Michigan Court of Appeals, 2025

Bluffs at Gull Lake LLC v. Ross Township

Bluffs at Gull Lake LLC v. Ross Township
Michigan Court of Appeals · Decided September 19, 2025

Bluffs at Gull Lake LLC v. Ross Township

Opinion

If this opinion indicates that it is “FOR PUBLICATION,” it is subject to revision until final publication in the Michigan Appeals Reports.

STATE OF MICHIGAN COURT OF APPEALS

BLUFFS AT GULL LAKE LLC, UNPUBLISHED September 19, 2025 Plaintiff-Appellee, 9:12 AM v No. 373193 Kalamazoo Circuit Court TOWNSHIP OF ROSS, LC No. 2024-000075-AA Defendant-Appellant.

Before: SWARTZLE, P.J., and GARRETT and YATES, JJ.

PER CURIAM.

Defendant Ross Township determined that plaintiff could not construct a pedestrian pathway on a portion of plaintiff’s property.
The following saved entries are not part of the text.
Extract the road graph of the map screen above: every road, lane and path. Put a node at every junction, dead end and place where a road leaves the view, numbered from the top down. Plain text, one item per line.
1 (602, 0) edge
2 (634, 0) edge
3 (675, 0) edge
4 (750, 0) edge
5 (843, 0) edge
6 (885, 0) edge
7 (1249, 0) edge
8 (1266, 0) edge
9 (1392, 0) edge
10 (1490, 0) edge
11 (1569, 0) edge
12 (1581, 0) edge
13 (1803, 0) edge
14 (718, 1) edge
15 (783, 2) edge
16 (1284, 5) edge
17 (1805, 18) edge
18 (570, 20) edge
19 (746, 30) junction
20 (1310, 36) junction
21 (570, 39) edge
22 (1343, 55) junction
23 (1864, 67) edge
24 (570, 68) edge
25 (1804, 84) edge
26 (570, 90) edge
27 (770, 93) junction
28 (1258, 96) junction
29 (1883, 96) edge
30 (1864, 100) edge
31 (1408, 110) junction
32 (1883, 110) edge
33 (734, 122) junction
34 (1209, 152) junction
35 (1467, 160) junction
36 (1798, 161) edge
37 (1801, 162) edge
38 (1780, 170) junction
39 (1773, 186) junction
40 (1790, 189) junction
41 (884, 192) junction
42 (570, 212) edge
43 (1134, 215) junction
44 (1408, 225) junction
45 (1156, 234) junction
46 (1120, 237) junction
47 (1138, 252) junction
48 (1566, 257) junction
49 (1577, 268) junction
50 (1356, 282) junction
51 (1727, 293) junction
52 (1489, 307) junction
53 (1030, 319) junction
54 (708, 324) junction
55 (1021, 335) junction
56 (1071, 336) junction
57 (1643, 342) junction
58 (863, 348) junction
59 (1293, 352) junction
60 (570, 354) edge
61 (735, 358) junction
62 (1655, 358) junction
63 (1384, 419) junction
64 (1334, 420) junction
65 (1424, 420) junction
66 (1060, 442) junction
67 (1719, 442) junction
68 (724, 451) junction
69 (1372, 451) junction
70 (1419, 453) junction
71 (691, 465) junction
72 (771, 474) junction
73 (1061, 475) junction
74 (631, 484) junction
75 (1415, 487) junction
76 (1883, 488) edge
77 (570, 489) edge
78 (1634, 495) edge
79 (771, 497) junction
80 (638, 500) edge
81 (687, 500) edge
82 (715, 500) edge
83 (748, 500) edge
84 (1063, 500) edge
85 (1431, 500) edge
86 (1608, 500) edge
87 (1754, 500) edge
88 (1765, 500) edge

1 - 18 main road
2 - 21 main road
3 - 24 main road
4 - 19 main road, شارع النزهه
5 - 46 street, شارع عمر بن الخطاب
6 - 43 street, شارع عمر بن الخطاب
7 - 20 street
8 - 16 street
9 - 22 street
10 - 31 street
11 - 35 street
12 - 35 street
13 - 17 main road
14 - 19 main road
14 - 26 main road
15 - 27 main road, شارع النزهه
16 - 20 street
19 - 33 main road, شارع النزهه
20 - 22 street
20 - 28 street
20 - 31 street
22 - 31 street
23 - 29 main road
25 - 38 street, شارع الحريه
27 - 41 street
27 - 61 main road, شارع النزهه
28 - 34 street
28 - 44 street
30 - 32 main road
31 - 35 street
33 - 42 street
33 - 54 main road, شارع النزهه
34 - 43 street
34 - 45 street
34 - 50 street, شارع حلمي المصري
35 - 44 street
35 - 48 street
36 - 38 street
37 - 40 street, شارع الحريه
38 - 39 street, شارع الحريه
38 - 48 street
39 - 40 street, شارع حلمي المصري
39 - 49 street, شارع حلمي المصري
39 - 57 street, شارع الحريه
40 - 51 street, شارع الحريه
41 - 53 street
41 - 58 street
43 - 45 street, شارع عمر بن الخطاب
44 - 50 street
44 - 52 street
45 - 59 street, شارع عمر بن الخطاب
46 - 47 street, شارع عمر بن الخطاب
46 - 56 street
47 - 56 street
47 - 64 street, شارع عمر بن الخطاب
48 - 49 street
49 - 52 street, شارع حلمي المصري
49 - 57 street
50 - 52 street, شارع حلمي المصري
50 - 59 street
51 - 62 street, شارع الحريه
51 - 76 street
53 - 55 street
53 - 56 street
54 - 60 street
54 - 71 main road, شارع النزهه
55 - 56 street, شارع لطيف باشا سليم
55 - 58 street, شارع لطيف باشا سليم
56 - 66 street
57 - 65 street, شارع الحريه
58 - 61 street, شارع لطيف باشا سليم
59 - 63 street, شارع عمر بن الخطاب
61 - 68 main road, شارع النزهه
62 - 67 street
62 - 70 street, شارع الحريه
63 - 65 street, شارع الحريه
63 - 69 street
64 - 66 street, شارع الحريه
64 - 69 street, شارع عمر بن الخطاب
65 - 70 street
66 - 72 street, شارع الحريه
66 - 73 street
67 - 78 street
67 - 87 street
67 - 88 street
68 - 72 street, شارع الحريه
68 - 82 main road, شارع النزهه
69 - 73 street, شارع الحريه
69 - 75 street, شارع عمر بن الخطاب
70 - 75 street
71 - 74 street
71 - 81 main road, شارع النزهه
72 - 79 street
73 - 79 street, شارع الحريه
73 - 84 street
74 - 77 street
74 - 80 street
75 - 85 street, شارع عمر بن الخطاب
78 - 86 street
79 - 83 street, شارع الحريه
The Zoning Board of Appeals (ZBA) affirmed the Township’s position, but the trial court reversed the ZBA’s decision and ordered that plaintiff be permitted to construct the pedestrian pathway. We affirm.

I. BACKGROUND At issue in this case is the Township’s determination that plaintiff could not, under the Ross Township Zoning Ordinance, construct a pedestrian pathway across a portion of plaintiff’s property. The Ordinance defines various terms, including a definition of the “permissive zoning concept”: Land uses are allowed in the various zoning districts by express specific designation in this Ordinance. Where a use is not so designated it is prohibited, unless construed by the Zoning Administrator or Zoning Board of Appeals to be sufficiently similar to a use expressly allowed. No land contained within any zoning district within Ross Township shall be used for any purpose other than those uses specifically allowed in the district in which the building or land is located, except as otherwise provided herein. [Ross Township Ordinance, § 3.4.]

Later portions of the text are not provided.